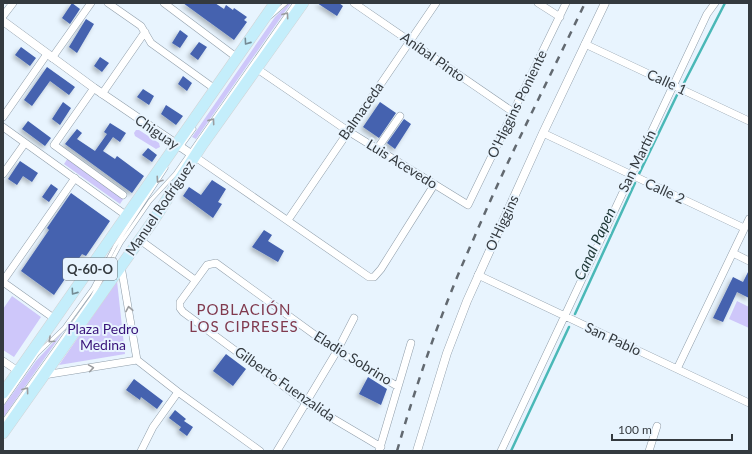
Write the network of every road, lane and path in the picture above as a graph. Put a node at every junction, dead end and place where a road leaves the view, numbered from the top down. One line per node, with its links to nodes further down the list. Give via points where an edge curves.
1 (13, 3): 15 (street)
2 (91, 3): 22 (street)
3 (108, 3): 19 (street, via 141,26)
4 (164, 3): 23 (street)
5 (274, 3): 18 (main road, Manuel Rodríguez / Q-60-O)
6 (286, 3): 18 (lane)
7 (295, 3): 40 (lane, one-way to 7)
8 (303, 3): 24 (main road, Manuel Rodríguez / Q-60-O)
9 (354, 3): 20 (street, Aníbal Pinto)
10 (436, 3): 20 (street, Balmaceda)
11 (538, 3): 16 (street)
12 (566, 3): 16 (street, O'Higgins Poniente)
13 (605, 3): 21 (street, O'Higgins)
14 (715, 3): 25 (street, San Martín, via 707,14)
15 (3, 16)
16 (560, 17): 29 (street, O'Higgins Poniente)
17 (3, 21): 22 (street, Chiguay)
18 (258, 26): 23 (main road, Manuel Rodríguez / Q-60-O, one-way to 23)
19 (145, 32): 27 (street, via 151,43); 28 (street)
20 (410, 41): 29 (street, Aníbal Pinto); 35 (street, Balmaceda)
21 (584, 44): 25 (street, Calle 1); 36 (street, O'Higgins)
22 (50, 56): 26 (street, Chiguay); 31 (street)
23 (236, 57): 27 (main road, Manuel Rodríguez / Q-60-O)
24 (256, 68): 35 (street, Luis Acevedo); 40 (main road, Manuel Rodríguez / Q-60-O)
25 (673, 85): 32 (street, Calle 1); 43 (street, San Martín)
26 (94, 88): 28 (street, Chiguay); 46 (street, via 54,145)
27 (217, 90): 38 (main road, Manuel Rodríguez / Q-60-O)
28 (102, 94): 38 (street, Chiguay)
29 (513, 112): 47 (street, O'Higgins Poniente)
30 (400, 116): 39 (street)
31 (3, 117)
32 (749, 121)
33 (198, 123): 38 (lane)
34 (3, 127): 37 (street)
35 (348, 130): 39 (street, Luis Acevedo); 50 (street, Balmaceda)
36 (543, 133): 43 (street, Calle 2); 56 (street, O'Higgins)
37 (25, 143): 42 (street); 44 (street)
38 (178, 149): 40 (street, Chiguay); 48 (main road, Manuel Rodríguez / Q-60-O)
39 (377, 149): 45 (street, Luis Acevedo)
40 (192, 155): 50 (street, Chiguay); 52 (main road, Manuel Rodríguez / Q-60-O); 75 (lane, one-way to 40, via 96,291 118,250 150,201)
41 (167, 167): 73 (lane, one-way to 73, via 115,246 89,294 64,328 37,354)
42 (3, 174)
43 (631, 174): 51 (street, Calle 2); 59 (street, San Martín)
44 (75, 178): 48 (street); 58 (street)
45 (434, 185): 47 (street, Luis Acevedo); 50 (street, Chiguay, via 374,277 366,276)
46 (123, 195)
47 (468, 205)
48 (127, 216): 61 (main road, Manuel Rodríguez / Q-60-O, one-way to 61)
49 (749, 219): 51 (street)
50 (288, 220)
51 (744, 228): 53 (street)
52 (140, 240): 55 (main road, Manuel Rodríguez / Q-60-O); 57 (street)
53 (733, 253): 54 (street); 66 (street)
54 (749, 261)
55 (121, 266): 64 (street, one-way to 55); 68 (main road, Manuel Rodríguez / Q-60-O)
56 (478, 275): 59 (street, San Pablo); 82 (street, O'Higgins, via 447,353)
57 (195, 280): 63 (street, Eladio Sobrino, via 209,263 218,264); 72 (street, Gilberto Fuenzalida, via 180,302 183,312)
58 (3, 282): 61 (street)
59 (563, 316): 66 (street, San Pablo); 83 (street, San Martín)
60 (354, 318): 63 (street)
61 (55, 319): 67 (main road, Manuel Rodríguez / Q-60-O)
62 (411, 343): 69 (street)
63 (337, 351): 69 (street, Eladio Sobrino); 72 (street)
64 (137, 360): 68 (street, one-way to 64); 70 (street)
65 (3, 361): 67 (street)
66 (677, 369): 74 (street, San Pablo)
67 (18, 371): 71 (main road, Manuel Rodríguez / Q-60-O)
68 (44, 375): 77 (main road, Manuel Rodríguez / Q-60-O)
69 (397, 386): 78 (street)
70 (178, 392): 79 (street, via 153,427); 80 (street)
71 (3, 393)
72 (305, 402): 78 (street, Gilberto Fuenzalida); 81 (street)
73 (3, 403)
74 (749, 403)
75 (3, 422)
76 (658, 426): 84 (street)
77 (3, 433)
78 (380, 449)
79 (141, 451)
80 (260, 451)
81 (277, 451)
82 (416, 451)
83 (501, 451)
84 (649, 451)

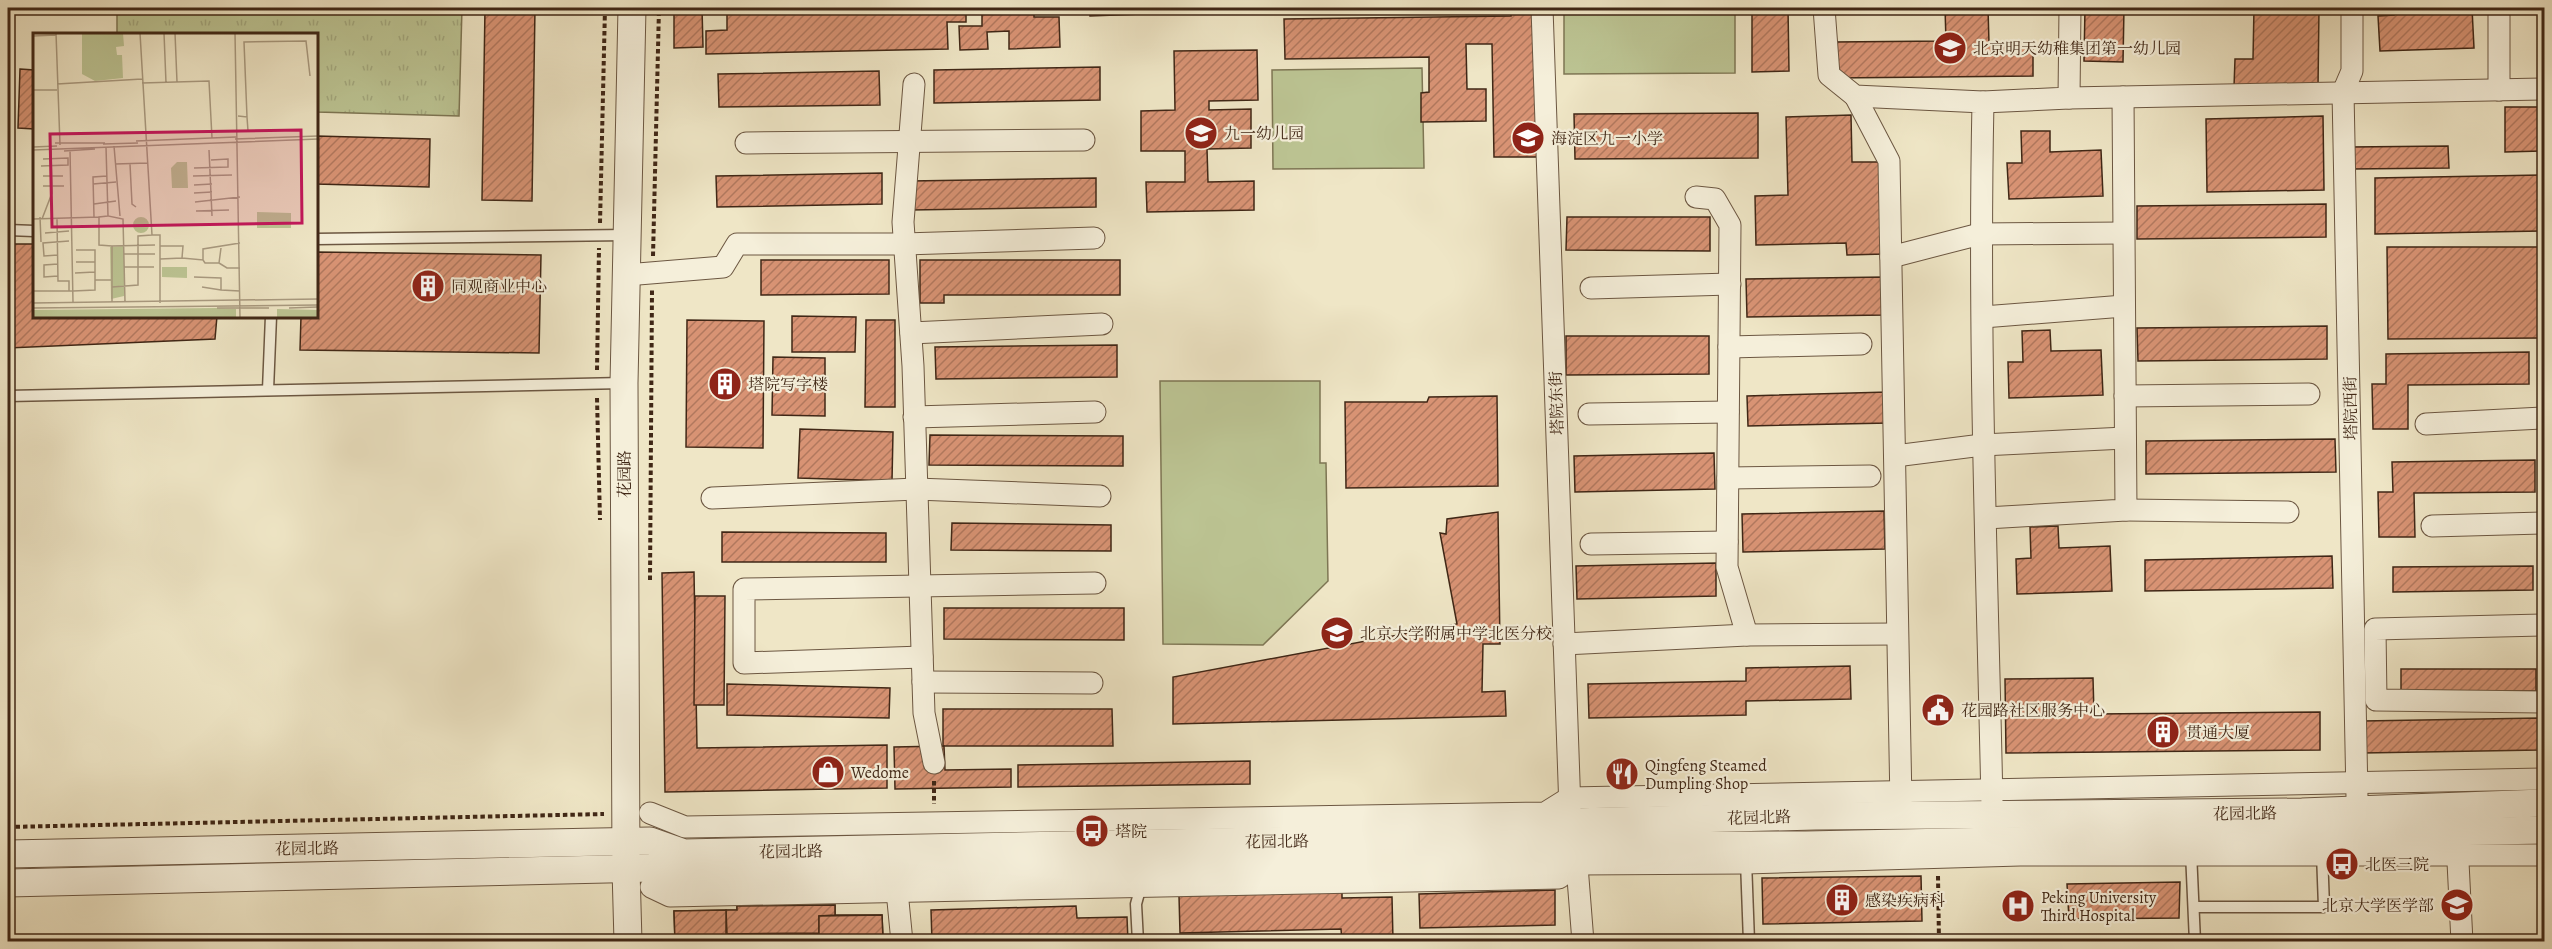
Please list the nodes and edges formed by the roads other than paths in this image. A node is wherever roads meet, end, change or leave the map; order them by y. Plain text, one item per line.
1 (632, 8) edge
2 (1542, 8) edge
3 (1824, 8) edge
4 (2070, 8) edge
5 (2352, 8) edge
6 (2499, 8) edge
7 (914, 84) dead end
8 (2544, 89) edge
9 (2499, 90) junction
10 (2343, 92) junction
11 (1855, 96) junction
12 (2123, 97) junction
13 (2068, 98) junction
14 (1983, 102) junction
15 (1084, 140) dead end
16 (910, 141) junction
17 (746, 142) dead end
18 (1696, 196) dead end
19 (8, 230) edge
20 (33, 231) edge
21 (2123, 233) junction
22 (1980, 234) junction
23 (627, 235) junction
24 (1094, 238) dead end
25 (318, 239) edge
26 (904, 244) junction
27 (1891, 257) junction
28 (639, 274) junction
29 (1730, 284) junction
30 (1591, 288) dead end
31 (2124, 306) junction
32 (1983, 316) junction
33 (271, 318) edge
34 (1102, 324) dead end
35 (910, 333) junction
36 (1861, 344) dead end
37 (1729, 347) junction
38 (624, 383) junction
39 (268, 390) junction
40 (2309, 394) dead end
41 (8, 396) edge
42 (2124, 396) junction
43 (1095, 411) dead end
44 (1728, 412) junction
45 (1589, 414) dead end
46 (914, 417) junction
47 (2544, 418) edge
48 (2426, 424) dead end
49 (2125, 438) junction
50 (1982, 445) junction
51 (1895, 456) junction
52 (1870, 476) dead end
53 (1728, 478) junction
54 (916, 489) junction
55 (1101, 496) dead end
56 (712, 498) dead end
57 (2126, 510) junction
58 (2288, 512) dead end
59 (1986, 518) junction
60 (2544, 523) edge
61 (2432, 526) dead end
62 (1727, 542) junction
63 (1591, 544) dead end
64 (1095, 583) dead end
65 (920, 585) junction
66 (2544, 625) edge
67 (1897, 634) junction
68 (1747, 635) junction
69 (1564, 644) junction
70 (922, 657) junction
71 (923, 682) junction
72 (1092, 683) dead end
73 (2544, 702) edge
74 (934, 763) dead end
75 (2544, 779) edge
76 (2357, 783) junction
77 (1992, 803) junction
78 (2544, 803) edge
79 (1901, 804) junction
80 (2357, 810) junction
81 (638, 813) junction
82 (2544, 830) edge
83 (1573, 833) junction
84 (626, 842) junction
85 (2457, 844) junction
86 (2321, 845) junction
87 (2190, 847) junction
88 (8, 854) edge
89 (1746, 855) junction
90 (2544, 855) edge
91 (626, 869) junction
92 (1140, 877) junction
93 (899, 882) junction
94 (8, 883) edge
95 (651, 887) dead end
96 (2195, 907) junction
97 (628, 942) edge
98 (902, 942) edge
99 (1138, 942) edge
100 (1583, 942) edge
101 (1749, 942) edge
102 (2195, 942) edge
103 (2462, 942) edge

1 - 23 street, 花园路
2 - 69 street, 塔院东街
3 - 11 street
4 - 13 street
5 - 10 street, 塔院西街
6 - 9 street
7 - 16 street
8 - 9 street
9 - 10 street
10 - 12 street
10 - 76 street, 塔院西街
11 - 14 street
11 - 27 street
12 - 13 street
12 - 21 street
13 - 14 street
14 - 22 street
15 - 16 street
16 - 17 street
16 - 26 street
18 - 29 street
19 - 20 lane
21 - 22 street
21 - 31 street
22 - 27 street
22 - 32 street
23 - 25 lane
23 - 28 street, 花园路
24 - 26 street
26 - 28 street
26 - 35 street
27 - 51 street
28 - 38 street, 花园路
29 - 30 street
29 - 37 street
31 - 32 street
31 - 42 street
32 - 50 street
33 - 39 lane
34 - 35 street
35 - 46 street
36 - 37 street
37 - 44 street
38 - 39 lane
38 - 81 street, 花园路
39 - 41 lane
40 - 42 street
42 - 49 street
43 - 46 street
44 - 45 street
44 - 53 street
46 - 54 street
47 - 48 street
49 - 50 street
49 - 57 street
50 - 51 street
50 - 59 street
51 - 67 street
52 - 53 street
53 - 62 street
54 - 55 street
54 - 56 street
54 - 65 street
57 - 58 street
57 - 59 street
59 - 77 street
60 - 61 street
62 - 63 street
62 - 68 street
64 - 65 street
65 - 70 street
65 - 70 street
66 - 73 street
67 - 68 street
67 - 79 street
68 - 69 street
69 - 83 street, 塔院东街
70 - 71 street
71 - 72 street
71 - 74 street
75 - 76 street
76 - 77 street
76 - 80 street, 塔院西街
77 - 79 street, 花园北路
77 - 80 street, 花园北路
78 - 80 street, 花园北路
79 - 83 street, 花园北路
81 - 83 street
81 - 84 street, 花园路
82 - 85 street, 花园北路
83 - 84 street, 花园北路
83 - 89 street, 花园北路
83 - 92 street, 花园北路
83 - 100 street, 塔院东街
84 - 88 street, 花园北路
84 - 91 street, 花园路
85 - 86 street, 花园北路
85 - 90 street
85 - 103 street
86 - 87 street, 花园北路
86 - 96 lane
87 - 89 street, 花园北路
87 - 89 street
87 - 96 lane
89 - 101 lane
91 - 93 street, 花园北路
91 - 94 street, 花园北路
91 - 97 street, 花园路
92 - 93 street, 花园北路
92 - 99 lane
93 - 95 street
93 - 98 street
96 - 102 lane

## WORK INSTRUCTIONS
Copy each line of the records containing the string "Pinto".

## YOUR RESPONSE
9 (354, 3): 20 (street, Aníbal Pinto)
20 (410, 41): 29 (street, Aníbal Pinto); 35 (street, Balmaceda)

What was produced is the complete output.